In general, when the tapping or jetting of molten metal through a nozzle is intentionally interrupted, as by the temporary closing of a valve, residues of the molten metal tend to remain in the nozzle orifice. Such molten metal residues may then become oxidized by the ambient atmosphere to which it is exposed and form solid oxide residues which then interfere with or prevent subsequent jetting of the molten metal when the valve is reopened. In the case of bottom tapping where the stopper rod serves as the valve, this buildup of residues poses a difficult problem, especially where it is desired to control the rate of extrusion, as in the casting of metal alloy filaments.

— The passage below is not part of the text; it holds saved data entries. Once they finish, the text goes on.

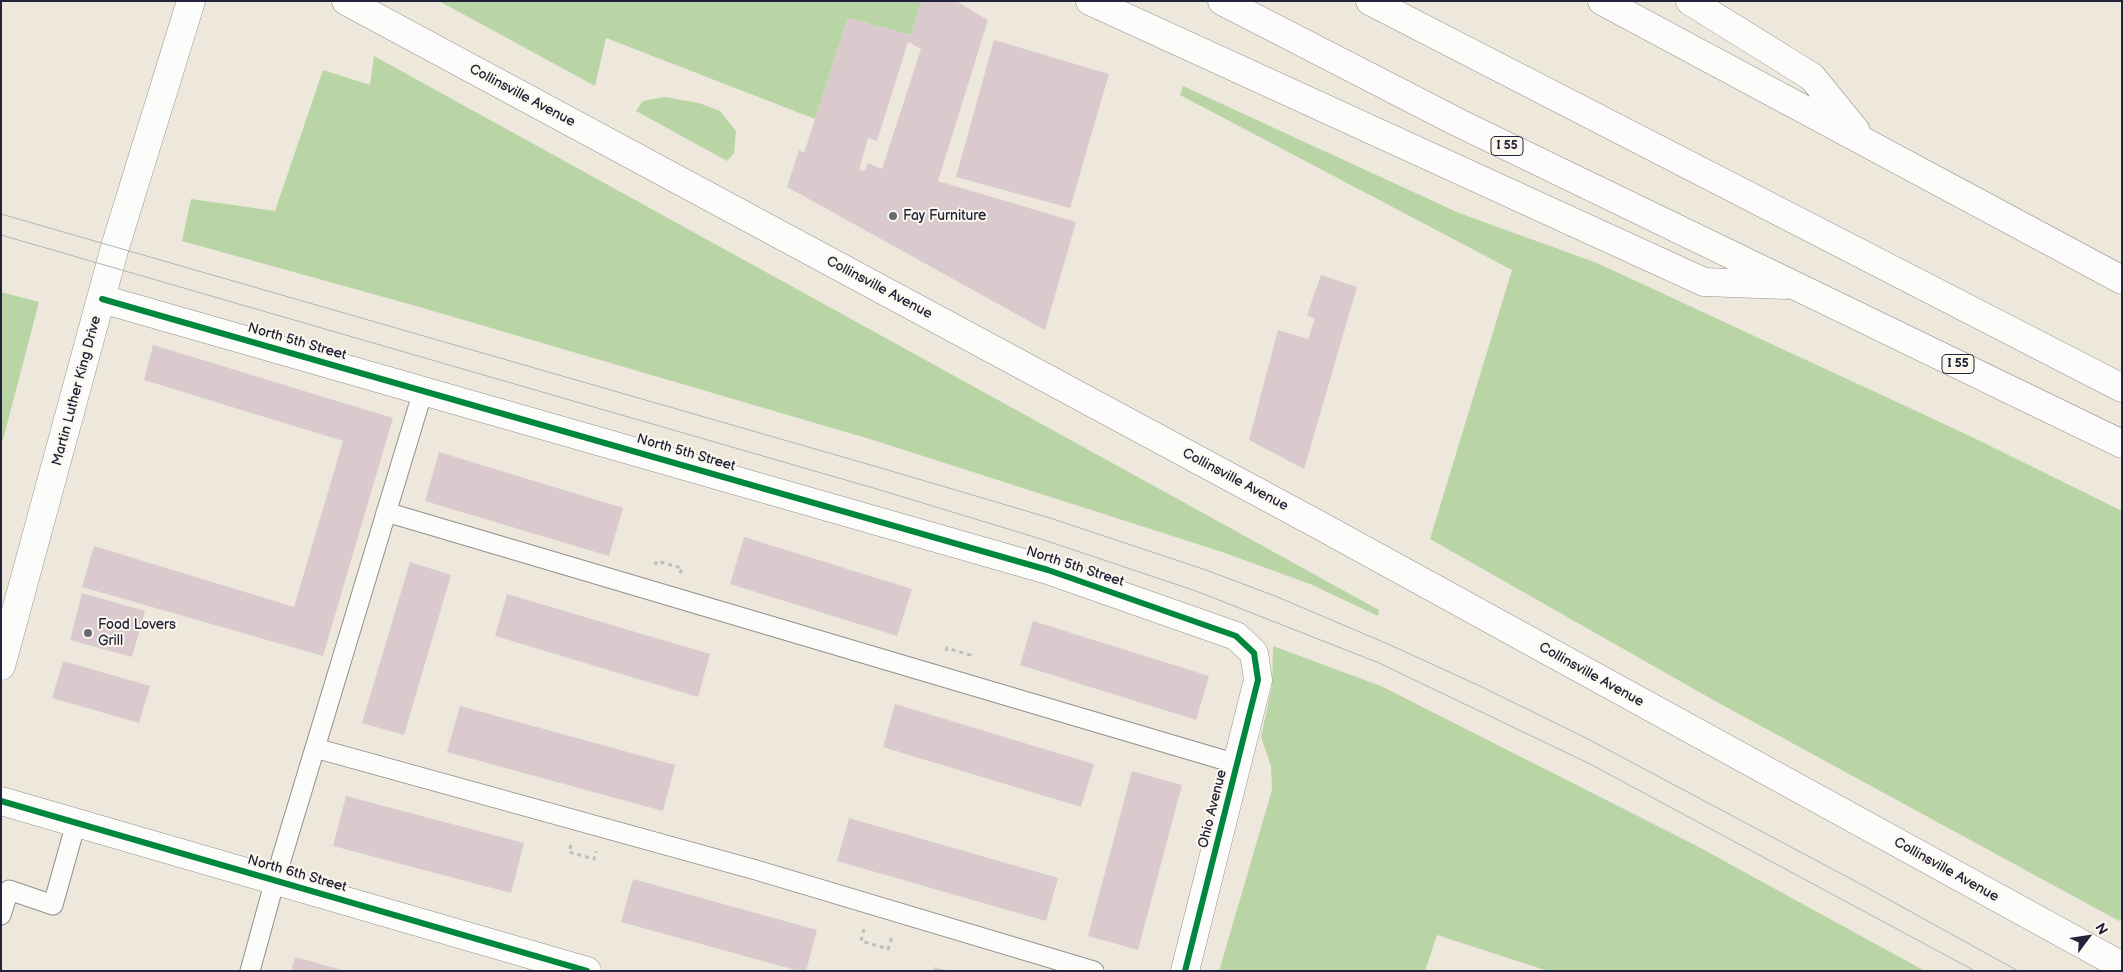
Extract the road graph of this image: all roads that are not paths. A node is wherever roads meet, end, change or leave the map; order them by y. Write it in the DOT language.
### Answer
graph roads {
  1 [pos="191,1"];
  2 [pos="346,1"];
  3 [pos="1090,1"];
  4 [pos="1222,1"];
  5 [pos="1370,1"];
  6 [pos="1602,1"];
  7 [pos="1690,1"];
  8 [pos="1863,140"];
  9 [pos="2122,280"];
  10 [pos="1794,285"];
  11 [pos="102,299"];
  12 [pos="2122,388"];
  13 [pos="423,391"];
  14 [pos="2122,444"];
  15 [pos="386,512"];
  16 [pos="1254,653"];
  17 [pos="1,666"];
  18 [pos="315,748"];
  19 [pos="1237,764"];
  20 [pos="1,801"];
  21 [pos="76,823"];
  22 [pos="275,880"];
  23 [pos="5,889"];
  24 [pos="1,915"];
  25 [pos="2122,966"];
  26 [pos="250,971"];
  27 [pos="586,971"];
  28 [pos="1094,971"];
  29 [pos="1185,971"];
  1 -- 11 [label="main road, Martin Luther King Drive"];
  2 -- 25 [label="main road, Collinsville Avenue"];
  3 -- 10 [label="main road"];
  4 -- 10 [label="main road, I 55"];
  5 -- 12 [label="main road"];
  6 -- 8 [label="main road"];
  7 -- 8 [label="main road"];
  8 -- 9 [label="main road"];
  10 -- 14 [label="main road, I 55"];
  11 -- 13 [label="main road, North 5th Street"];
  11 -- 17 [label="main road, Martin Luther King Drive"];
  13 -- 15 [label="lane"];
  13 -- 16 [label="main road, North 5th Street"];
  15 -- 18 [label="lane"];
  15 -- 19 [label="lane"];
  16 -- 19 [label="main road, Ohio Avenue"];
  18 -- 22 [label="lane"];
  18 -- 28 [label="lane"];
  19 -- 29 [label="main road, Ohio Avenue"];
  20 -- 21 [label="main road, North 6th Street"];
  21 -- 22 [label="main road, North 6th Street"];
  21 -- 23 [label="lane"];
  22 -- 26 [label="lane"];
  22 -- 27 [label="main road, North 6th Street"];
  23 -- 24 [label="lane"];
}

In accordance with the invention, a stopper rod tapping assembly for bottom tapping of molten metal through a tapping orifice in the bottom of a sealed crucible containing the molten metal and through which an inert gas is passed under pressure comprises (a) a stopper rod having an interior vent extending from above the surface of the molten metal to the bottom of the stopper rod, (b) means for raising and lowering the stopper rod and (c) a valve seat surrounding the orifice for seating the stopper rod and closing the orifice. When the stopper rod is seated against the valve seat of the tapping orifice, the vent provides communication of the pressurized inert gas from above the melt to the tapping or jetting orifice below the melt. The vented geometry enables the tapping orifice to be flushed with the inert gas from above the melt, removing unwanted residues from the tapping orifice without disrupting the melt. The venting of the stopper rod automatically ceases when the rod is raised and melt is extruded through the tapping orifice, and the venting and flushing resumes when the stopper rod is again lowered against the valve seat of the orifice.